Максим Горький - Книга о русских людях
Леонид пил коньяк, быстро захмелел, стал буйно остроумен, смешил девиц неожиданно забавными и замысловатыми шутками и, наконец, решил ехать на квартиру к девицам — они очень настаивали на этом. Отпускать Леонида одного было невозможно, — когда он начинал пить, в нем просыпалось нечто жуткое, мстительная потребность разрушения, какая-то ненависть «плененного зверя».
Я отправился с ним, купили вина, фрукт, конфект и где-то на Разъезжей улице, в углу грязного двора, заваленного бочками и дровами, во втором этаже деревянного флигеля, в двух маленьких комнатах, среди стен, убого и жалобно украшенных открытками, — стали пить.
Перед тем как напиться до потери сознания, Леонид опасно и удивительно возбуждался, его мозг буйно вскипал, фантазия разгоралась, речь становилась почти нестерпимо яркой.
Одна из девушек, круглая, мягкая и ловкая, как мышь, почти с восхищением рассказала нам, как товарищ прокурора укусил ей ногу выше колена, — она, видимо, считала поступок юриста самым значительным событием своей жизни, показывала шрам от укуса и, захлебываясь волнением, радостно блестя стеклянными глазками, говорила:
— Он так любил меня — даже вспомнить страшно! Укусил, знаете, а у него зуб вставлен был — и остался в коже у меня!
Эта девушка, быстро опьянев, свалилась в углу на кушетку и заснула, всхрапывая. Пышнотелая, густоволосая шатенка с глазами овцы и уродливо длинными руками играла на гитаре, а Эльфрида составила на пол бутылки и тарелки, вскочила на стол и плясала, молча, по-змеиному изгибаясь, не сводя глаз с Леонида. Потом она запела неприятно густым голосом, сердито расширив глаза, порой, точно переломленная, наклонялась к Андрееву, он выкрикивал подхваченные им слова чужой песни, странного языка, и толкал меня локтем, говоря:
— Она что-то понимает, смотри на нее, видишь?
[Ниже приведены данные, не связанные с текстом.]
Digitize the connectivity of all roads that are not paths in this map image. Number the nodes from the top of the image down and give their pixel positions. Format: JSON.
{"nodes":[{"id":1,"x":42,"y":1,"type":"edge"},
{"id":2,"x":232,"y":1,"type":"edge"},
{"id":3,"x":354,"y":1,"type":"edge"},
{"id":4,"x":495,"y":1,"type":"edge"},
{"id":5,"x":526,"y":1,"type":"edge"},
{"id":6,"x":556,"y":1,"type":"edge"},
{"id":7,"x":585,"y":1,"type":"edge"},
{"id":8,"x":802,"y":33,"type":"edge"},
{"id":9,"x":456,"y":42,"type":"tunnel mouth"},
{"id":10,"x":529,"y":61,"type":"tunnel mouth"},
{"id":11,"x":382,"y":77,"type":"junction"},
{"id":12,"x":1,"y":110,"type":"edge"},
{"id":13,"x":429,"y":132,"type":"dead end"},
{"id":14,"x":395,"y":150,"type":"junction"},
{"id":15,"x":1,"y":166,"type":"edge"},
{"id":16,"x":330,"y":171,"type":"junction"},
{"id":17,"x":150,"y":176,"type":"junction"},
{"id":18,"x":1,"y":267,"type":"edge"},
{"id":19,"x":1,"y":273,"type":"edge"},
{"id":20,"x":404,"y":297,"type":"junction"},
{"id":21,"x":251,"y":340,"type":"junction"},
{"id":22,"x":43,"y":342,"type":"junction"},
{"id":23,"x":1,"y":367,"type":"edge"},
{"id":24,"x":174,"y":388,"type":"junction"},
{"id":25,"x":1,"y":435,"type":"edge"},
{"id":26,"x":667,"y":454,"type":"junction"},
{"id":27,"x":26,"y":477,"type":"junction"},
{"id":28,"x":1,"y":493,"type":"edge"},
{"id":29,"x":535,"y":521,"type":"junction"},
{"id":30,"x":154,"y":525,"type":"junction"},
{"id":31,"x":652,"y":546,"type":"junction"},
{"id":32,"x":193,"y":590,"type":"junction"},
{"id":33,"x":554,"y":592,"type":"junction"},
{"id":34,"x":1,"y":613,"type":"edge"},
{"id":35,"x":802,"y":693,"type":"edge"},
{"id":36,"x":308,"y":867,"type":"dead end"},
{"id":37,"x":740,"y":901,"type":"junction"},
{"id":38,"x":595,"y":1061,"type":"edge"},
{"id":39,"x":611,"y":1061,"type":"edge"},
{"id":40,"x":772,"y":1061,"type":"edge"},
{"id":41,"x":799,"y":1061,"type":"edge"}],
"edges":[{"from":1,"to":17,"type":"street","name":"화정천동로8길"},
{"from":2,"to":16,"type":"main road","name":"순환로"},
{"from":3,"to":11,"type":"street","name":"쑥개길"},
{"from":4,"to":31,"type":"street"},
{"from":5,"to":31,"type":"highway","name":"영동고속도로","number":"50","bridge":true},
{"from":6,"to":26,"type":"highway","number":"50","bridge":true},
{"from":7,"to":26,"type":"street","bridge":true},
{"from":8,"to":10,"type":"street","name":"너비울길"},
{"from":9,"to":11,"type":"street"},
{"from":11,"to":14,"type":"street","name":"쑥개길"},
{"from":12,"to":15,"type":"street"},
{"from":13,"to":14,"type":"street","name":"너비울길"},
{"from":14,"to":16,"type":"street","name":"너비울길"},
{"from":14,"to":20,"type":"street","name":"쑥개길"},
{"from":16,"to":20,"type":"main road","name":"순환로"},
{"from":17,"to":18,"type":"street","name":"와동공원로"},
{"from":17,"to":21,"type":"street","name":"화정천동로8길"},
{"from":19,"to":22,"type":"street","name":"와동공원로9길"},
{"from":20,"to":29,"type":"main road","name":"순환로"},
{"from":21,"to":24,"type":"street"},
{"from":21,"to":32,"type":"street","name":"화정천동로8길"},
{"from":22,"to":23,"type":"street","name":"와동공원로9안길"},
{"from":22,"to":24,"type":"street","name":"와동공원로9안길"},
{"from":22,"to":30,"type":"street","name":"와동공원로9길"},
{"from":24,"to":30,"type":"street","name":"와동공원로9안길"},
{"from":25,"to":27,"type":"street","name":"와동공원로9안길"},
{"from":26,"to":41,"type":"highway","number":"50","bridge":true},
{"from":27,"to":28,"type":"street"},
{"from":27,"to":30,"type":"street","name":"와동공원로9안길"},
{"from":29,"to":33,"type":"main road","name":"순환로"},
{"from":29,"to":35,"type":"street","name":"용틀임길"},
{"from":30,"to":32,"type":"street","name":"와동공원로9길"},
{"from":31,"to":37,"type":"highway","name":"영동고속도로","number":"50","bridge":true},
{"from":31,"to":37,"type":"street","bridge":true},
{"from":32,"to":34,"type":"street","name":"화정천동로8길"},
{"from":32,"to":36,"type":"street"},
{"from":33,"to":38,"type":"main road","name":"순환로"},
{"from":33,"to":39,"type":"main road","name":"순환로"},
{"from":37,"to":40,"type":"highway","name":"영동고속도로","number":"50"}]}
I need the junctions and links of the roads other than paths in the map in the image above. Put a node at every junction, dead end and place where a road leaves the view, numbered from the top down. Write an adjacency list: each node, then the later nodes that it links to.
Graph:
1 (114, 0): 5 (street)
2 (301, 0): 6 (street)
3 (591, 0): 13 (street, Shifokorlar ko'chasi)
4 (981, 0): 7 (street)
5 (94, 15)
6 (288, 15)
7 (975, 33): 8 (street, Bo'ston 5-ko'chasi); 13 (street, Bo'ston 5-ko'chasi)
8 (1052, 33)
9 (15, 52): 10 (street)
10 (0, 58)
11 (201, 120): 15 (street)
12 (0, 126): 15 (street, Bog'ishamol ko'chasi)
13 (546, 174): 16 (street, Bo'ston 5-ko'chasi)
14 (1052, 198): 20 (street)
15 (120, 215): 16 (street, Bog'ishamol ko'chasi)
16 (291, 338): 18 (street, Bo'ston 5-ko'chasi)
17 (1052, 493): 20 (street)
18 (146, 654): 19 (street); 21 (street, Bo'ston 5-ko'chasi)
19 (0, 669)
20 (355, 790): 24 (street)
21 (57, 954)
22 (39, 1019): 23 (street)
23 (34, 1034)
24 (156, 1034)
Понимает!
Моментами возбужденные глаза Леонида как будто слепли; становясь еще темнее, они как бы углублялись, пытаясь заглянуть внутрь мозга.
Утомясь, эстонка спрыгнула со стола на постель, вытянулась, открыв рот и гладя ладонями маленькие груди, острые, как у козы.
Леонид говорил:
— Высшее и глубочайшее ощущение в жизни, доступное нам, — судорога полового акта, — да, да! И, может быть, земля, как вот эта сука, мечется в пустыне вселенной, ожидая, чтоб я оплодотворил ее пониманием цели бытия, а сам я, со всем чудесным во мне, — только сперматозоид.
Я предложил ему идти домой.
— Иди, я останусь здесь…
Он был уже сильно пьян, и с ним было много денег. Он сел на кровать, поглаживая стройные ноги девушки, и забавно стал говорить, что любит ее, а она неотрывно смотрела в лицо ему, закинув руки за голову.
— Когда баран отведает редьки, у него вырастают крылья, — говорил Леонид.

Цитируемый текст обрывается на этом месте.